The principle of Total Costs of Ownership (TCO) is becoming more and more common in our economic thinking. Because the purchase price is of course not the same as the total cost of a product or service. This principle can be perfectly translated into waste management. We call that Total Cost of Waste (TCW).
Those who only look at the lowest price per unit of product may think they are best off, but ignore the broader picture and the long term - and all the additional costs, which are by no means always clear. It is therefore wise to include all costs when purchasing a product or service, up to and including the moment that it is renounced at the end of its useful life. This approach is based on the Total Cost of Ownership (TCO).
From TCO to TCW
Tariffs are often still central when making purchasing choices for waste management. Of course they are not unimportant and moreover they seem easy to judge. But it is also good for waste management to look more broadly than at the waste rate alone.
We are not talking about Total Cost of Ownership, but about Total Cost of Waste (TCW). So, what are the total direct and indirect costs of waste management, over the entire term of the contract? In addition to the rate of one tonne of waste, at least three other factors influence the Total Cost of Waste: the quality of the waste management process, the achieved waste performance and sustainability.

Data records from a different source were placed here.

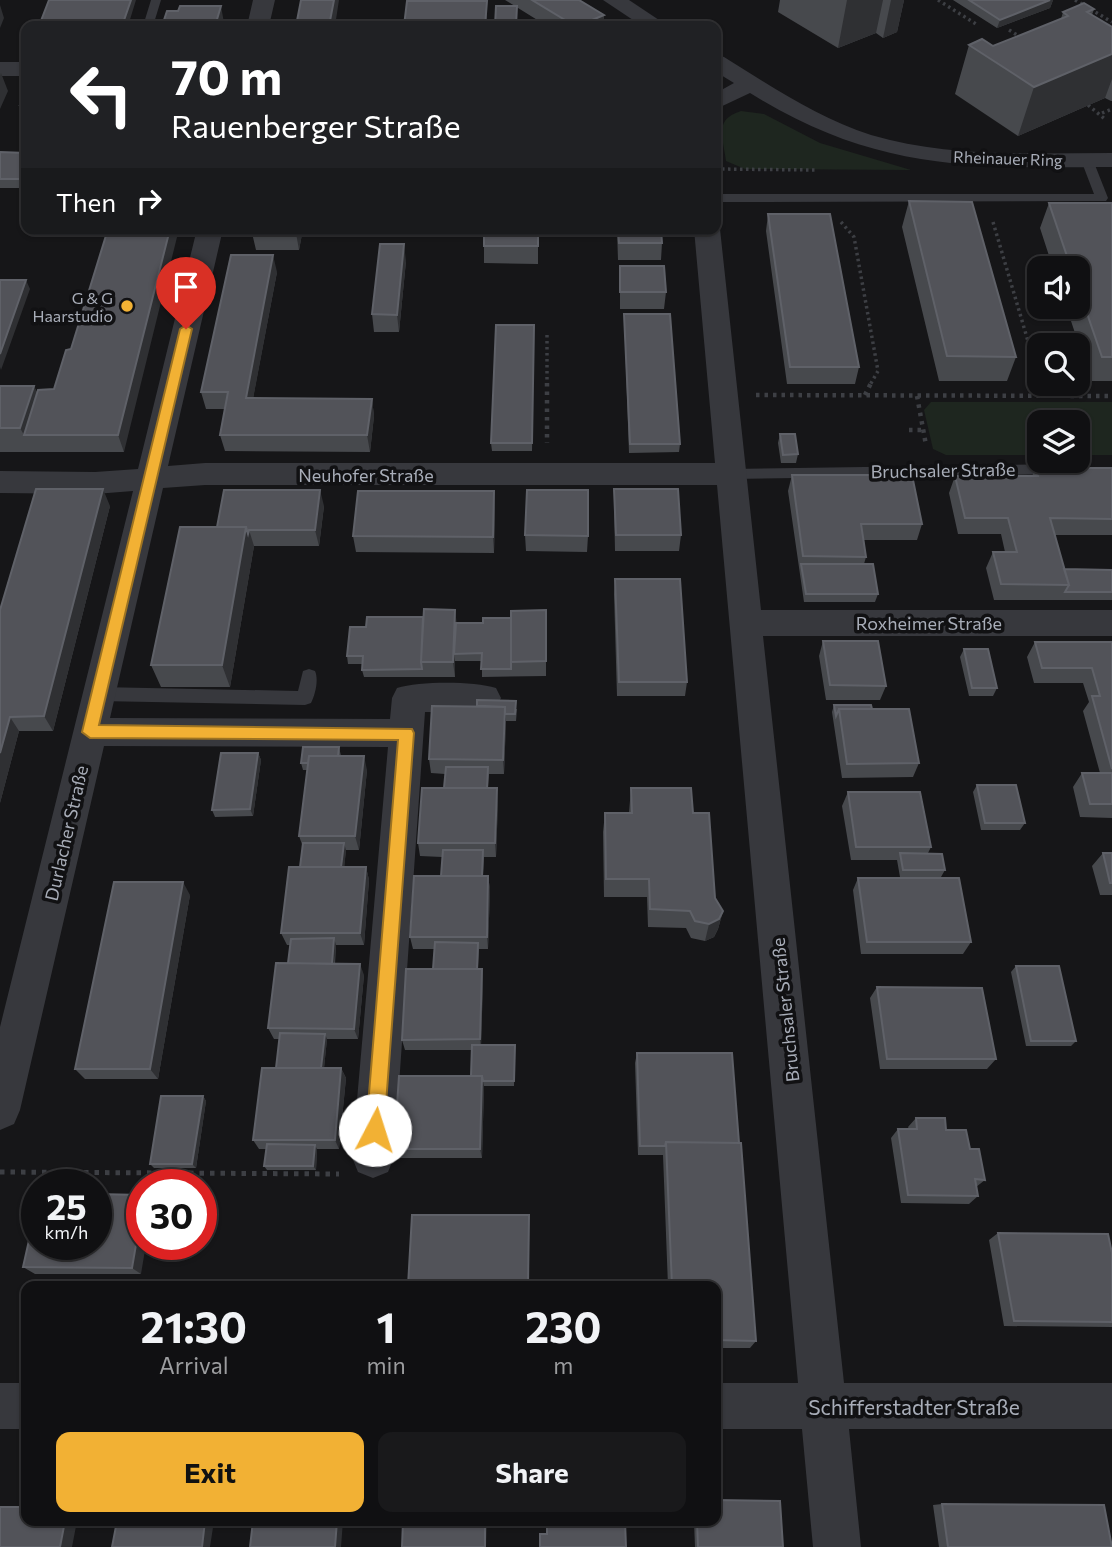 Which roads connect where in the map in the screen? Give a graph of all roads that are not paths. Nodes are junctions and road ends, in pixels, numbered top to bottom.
1 (156, 0) edge
2 (264, 0) edge
3 (614, 0) edge
4 (657, 4) dead end
5 (634, 12) junction
6 (150, 21) edge
7 (259, 21) edge
8 (649, 21) edge
9 (721, 65) edge
10 (0, 69) edge
11 (21, 69) edge
12 (751, 83) junction
13 (721, 99) edge
14 (1087, 160) junction
15 (1112, 160) edge
16 (721, 198) edge
17 (208, 235) edge
18 (708, 235) edge
19 (1027, 469) edge
20 (732, 474) junction
21 (151, 478) junction
22 (0, 482) edge
23 (746, 622) junction
24 (1112, 623) edge
25 (309, 676) dead end
26 (99, 694) junction
27 (484, 698) edge
28 (90, 732) junction
29 (406, 733) junction
30 (0, 1110) edge
31 (373, 1157) road end
32 (0, 1406) edge
33 (21, 1406) edge
34 (721, 1406) edge
35 (824, 1406) junction
36 (1112, 1406) edge
37 (837, 1547) edge

1 - 6 lane
2 - 7 street
3 - 5 street
4 - 5 street
5 - 8 street
9 - 12 street, Rheinauer Ring
10 - 11 street
12 - 13 street
12 - 14 street, Rheinauer Ring
14 - 15 street, Rheinauer Ring
14 - 16 lane
17 - 21 street, Durlacher Straße
18 - 20 street, Bruchsaler Straße
19 - 20 lane, Bruchsaler Straße
20 - 21 street, Neuhofer Straße
20 - 23 street, Bruchsaler Straße
21 - 22 street, Neuhofer Straße
21 - 26 street, Durlacher Straße
23 - 24 street, Roxheimer Straße
23 - 35 street, Bruchsaler Straße
25 - 26 lane
26 - 28 street, Durlacher Straße
27 - 29 street
28 - 29 street
28 - 30 street, Durlacher Straße
29 - 31 street
32 - 33 street
34 - 35 street, Schifferstadter Straße
35 - 36 street, Schifferstadter Straße
35 - 37 street, Bruchsaler Straße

Quality: digital waste management as a basis
Quality is about more than the question of whether an organization is fully operationally unburdened. Quality also means the ability of an organization to organize a controlled waste management process and to make all costs transparent and verifiable. A digital waste management system is crucial for this.
A digital system makes it easier to obtain and monitor reliable and complete waste data. In addition, it enables organizations to create waste reports, check invoices and perform quality or environmental audits.
With reliable data as a basis, organizations are 'in control' and indirect costs of waste management can be reduced. These are costs that are often not measured and are therefore not included. Moreover, data and insight are indispensable to be able to steer towards better waste performance. The Total Cost of Waste can also be reduced in this way.
Basics in order? Then focus on waste performance
A controlled process and data can be used to focus on better waste performance. Think, for example, of minimizing residual waste, optimal separation and therefore the best quality of mono flows, and reducing the number of transport movements. These are examples of direct waste costs that are part of the Total Cost of Waste.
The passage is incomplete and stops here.